I’ve written about a similar topic to this in the past, but wanted to take a deeper dive into the different options for determining where data on a form is coming from.
Right Click -> Form Information
In most cases, this is the easiest and most straightforward approach. On any particular form, right click on the field you would like to see where data is coming from and go to Form Information. In the example below, I performed this on the Account field on a Customer form.
When I select the Form Information -> Form Name option, the Form Information dialog will be displayed from the right side of the screen. Within this dialog is information about where the data for this field is pulled from. In this case you can see the Data Source (SQL Table) is the CustTable and the Data Field (SQL Table Field) is AccountNum.
Note: You will need to be assigned the SysAdmin role for the Administration tab to show up on the Form Information dialog. For other options please look at this blog post: https://alexdmeyer.com/2021/05/03/how-to-allow-non-admin-users-to-access-security-features-in-d365fo/
When the Right Click -> Form Information Doesn’t Work
There are cases where the right click -> Form Information option listed above does not work. In this case we will need to go into the form designer in the AOT to find what the correct table and fields are.
In the scenario below, we are looking to determine where the ‘Contact Info’ data from a customer record is stored. If you try to use the right click -> Form Information option no dialog is displayed so we have to go to the AOT to continue our search.
The first thing to determine is what menu item or form are we currently on. In this case we know from our previous scenario that this is the CustTable form. If we open that up form in the AOT and navigate to the Contact Information area we can see this is actually a ‘grid form part’ which basically means that this form is embedding another form into itself. This is a very common scenario within D365FO and brings in the concept of database normalization as D365FO never wants to duplicate data if at all possible.

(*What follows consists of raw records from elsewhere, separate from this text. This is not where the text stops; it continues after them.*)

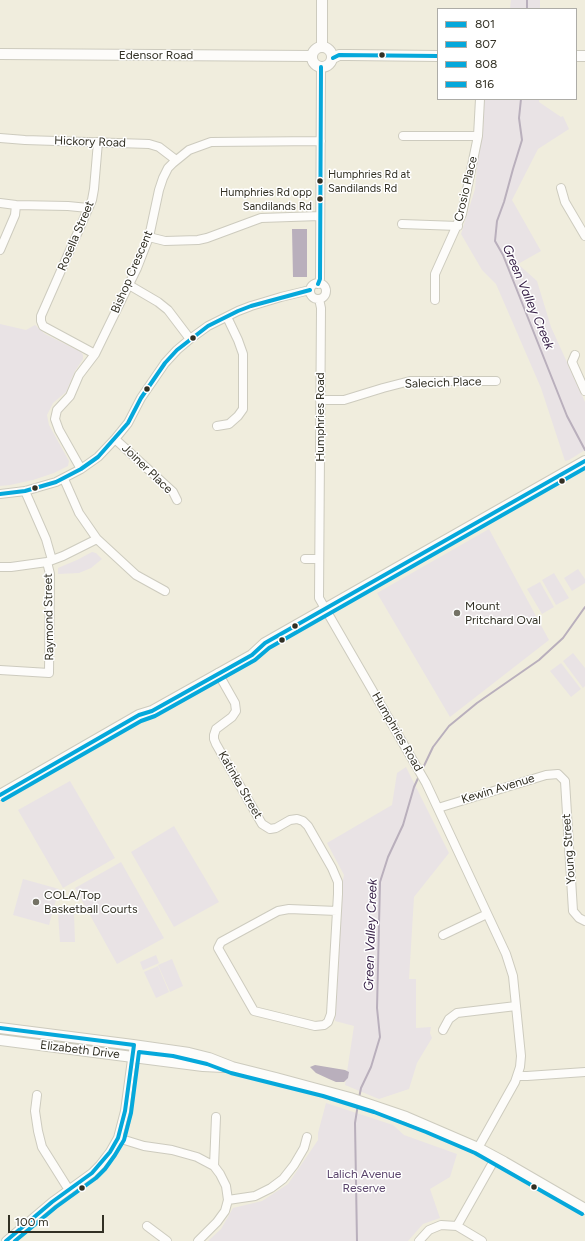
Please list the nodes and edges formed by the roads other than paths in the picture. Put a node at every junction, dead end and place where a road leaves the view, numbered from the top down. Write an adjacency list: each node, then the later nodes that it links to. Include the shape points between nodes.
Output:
1 (322, 0): 2 (main road)
2 (322, 46): 4 (main road, via 316,49); 6 (main road, via 329,49)
3 (0, 54): 4 (main road, Edensor Road)
4 (312, 56): 7 (main road, via 316,65)
5 (437, 56): 6 (main road, via 339,55)
6 (333, 58): 7 (main road, via 328,65)
7 (322, 67): 12 (street)
8 (480, 100): 10 (street, Crosio Place)
9 (403, 136): 10 (street)
10 (478, 136): 21 (street, Crosio Place)
11 (0, 138): 13 (street, Hickory Road)
12 (321, 141): 14 (street, Bishop Crescent, via 211,142 189,150); 19 (street)
13 (98, 142): 14 (street, Hickory Road, via 149,144 159,147); 18 (street, Rosella Street, via 94,189)
14 (176, 160): 23 (street, Bishop Crescent, via 163,178)
15 (562, 188): 22 (street, via 565,202)
16 (0, 203): 17 (street)
17 (16, 205): 18 (street); 24 (street)
18 (88, 208): 32 (street, Rosella Street, via 41,321 43,326)
19 (320, 216): 23 (street, via 261,218 198,240 165,241); 25 (street)
20 (402, 224): 21 (street)
21 (458, 226): 29 (street, Crosio Place, via 435,274)
22 (585, 236)
23 (149, 237): 26 (street, Bishop Crescent)
24 (0, 250)
25 (318, 284): 27 (street); 28 (street, via 324,287 325,291 324,296)
26 (129, 285): 31 (street, via 168,310); 32 (street, Bishop Crescent)
27 (310, 290): 28 (street, via 313,297); 30 (street, via 251,306)
28 (319, 299): 36 (street, Humphries Road)
29 (435, 300)
30 (227, 317): 31 (street); 37 (street, via 243,354 243,408 229,424)
31 (190, 339): 38 (street, via 165,363)
32 (96, 354): 40 (street, Bishop Crescent, via 79,374 70,396 58,410 55,419)
33 (575, 355): 35 (street, via 572,362)
34 (496, 381): 36 (street, Salecich Place, via 410,381 344,400)
35 (585, 391)
36 (320, 400): 47 (street, Humphries Road)
37 (217, 426)
38 (116, 439): 40 (street); 44 (street, Joiner Place, via 173,492)
39 (585, 461): 51 (main road)
40 (82, 469): 41 (street)
41 (64, 479): 42 (street); 45 (street, via 80,513)
42 (25, 491): 43 (street); 48 (street, Raymond Street, via 46,539)
43 (0, 494)
44 (177, 500)
45 (97, 539): 48 (street); 50 (street, via 136,575)
46 (305, 559): 47 (street)
47 (319, 559): 51 (street, Humphries Road, via 319,595)
48 (49, 561): 49 (street, via 11,567); 53 (street, Raymond Street, via 49,673)
49 (0, 566)
50 (165, 592)
51 (326, 609): 52 (main road); 58 (street, Humphries Road, via 418,768)
52 (265, 643): 54 (main road, via 252,655); 55 (main road, via 208,672 149,706)
53 (0, 670)
54 (218, 674): 55 (main road, via 152,711); 59 (street, Katinka Street, via 235,703 236,711 216,729 216,744 262,824 270,829 297,819 308,826 338,882)
55 (139, 715): 57 (main road)
56 (558, 774): 58 (street, Kewin Avenue, via 546,775); 61 (street, Young Street, via 565,781 573,910)
57 (0, 795)
58 (438, 808): 60 (street, Humphries Road)
59 (337, 910): 59 (street, Katinka Street, via 331,1014 328,1022 315,1026 254,1011 218,948 221,942 278,911 289,908)
60 (487, 914): 62 (street); 63 (street, Humphries Road, via 511,966)
61 (585, 921)
62 (443, 935)
63 (516, 1006): 65 (street, via 457,1013 449,1019); 71 (street, Humphries Road, via 521,1056)
64 (0, 1028): 67 (main road, Elizabeth Drive)
65 (443, 1030)
66 (0, 1040): 68 (main road, Elizabeth Drive)
67 (134, 1045): 68 (street); 69 (main road, Elizabeth Drive, via 209,1058)
68 (132, 1056): 69 (main road, Elizabeth Drive); 75 (street, via 125,1111)
69 (232, 1068): 76 (main road, Elizabeth Drive, via 376,1106)
70 (585, 1072): 71 (street)
71 (518, 1076): 76 (street, Humphries Road)
72 (37, 1095): 79 (street, via 35,1111 42,1148)
73 (216, 1117): 78 (street)
74 (307, 1137): 80 (street, via 304,1148 283,1179 255,1196)
75 (118, 1138): 78 (street, via 144,1146 172,1150); 79 (street, via 100,1165)
76 (478, 1148): 77 (main road, Elizabeth Drive)
77 (496, 1158): 81 (main road, Elizabeth Drive); 83 (street)
78 (214, 1166): 80 (street, via 226,1186)
79 (69, 1190): 84 (street)
80 (228, 1200): 86 (street, via 225,1211 217,1222)
81 (585, 1209)
82 (147, 1226): 85 (street)
83 (457, 1226): 87 (street, via 441,1225 429,1230); 88 (street)
84 (6, 1241)
85 (167, 1241)
86 (198, 1241)
87 (419, 1241)
88 (482, 1241)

In this case, we can see it is using the CustomerLogisticsContactInfoGrid menu item display.
If we lookup this menu item display, we find that the form object this menu item opens in the LogisticsContactInfoGrid form. When we look at this form, we can find the different fields we see on the Customers form (Description, Type, etc)
To verify that this is the correct table and fields where the data is stored, let’s create a contact for a particular customer:
Now if we utilize the information from above and the AX 2012 Table ERD we can find how we can relate this customer record to this contact information record. In this case we have to go from the CustTable -> DirPartyLocation -> LogisticsElectronicAddress table. As you can see in this case there is not a direct link between the CustTable and the LogisticsElectronicAddress table. For our scenario there was only one intermediary table, but there can be multiple. Unfortunately, there is no map to show how to get from table A to table B so sometimes this is a somewhat manual process.
And if we want to combine this into a single query, we get:
Hopefully this shows a couple different options on how to determine where form data is actually stored within D365FO.
Did you know that further down in that form you will actually see the SQL query with all the tables and joins directly in the client?
This is a good point, for those unaware there is a Query Statement section within the Form Information dialog that shows the X++ query statement executed to fill in the data source.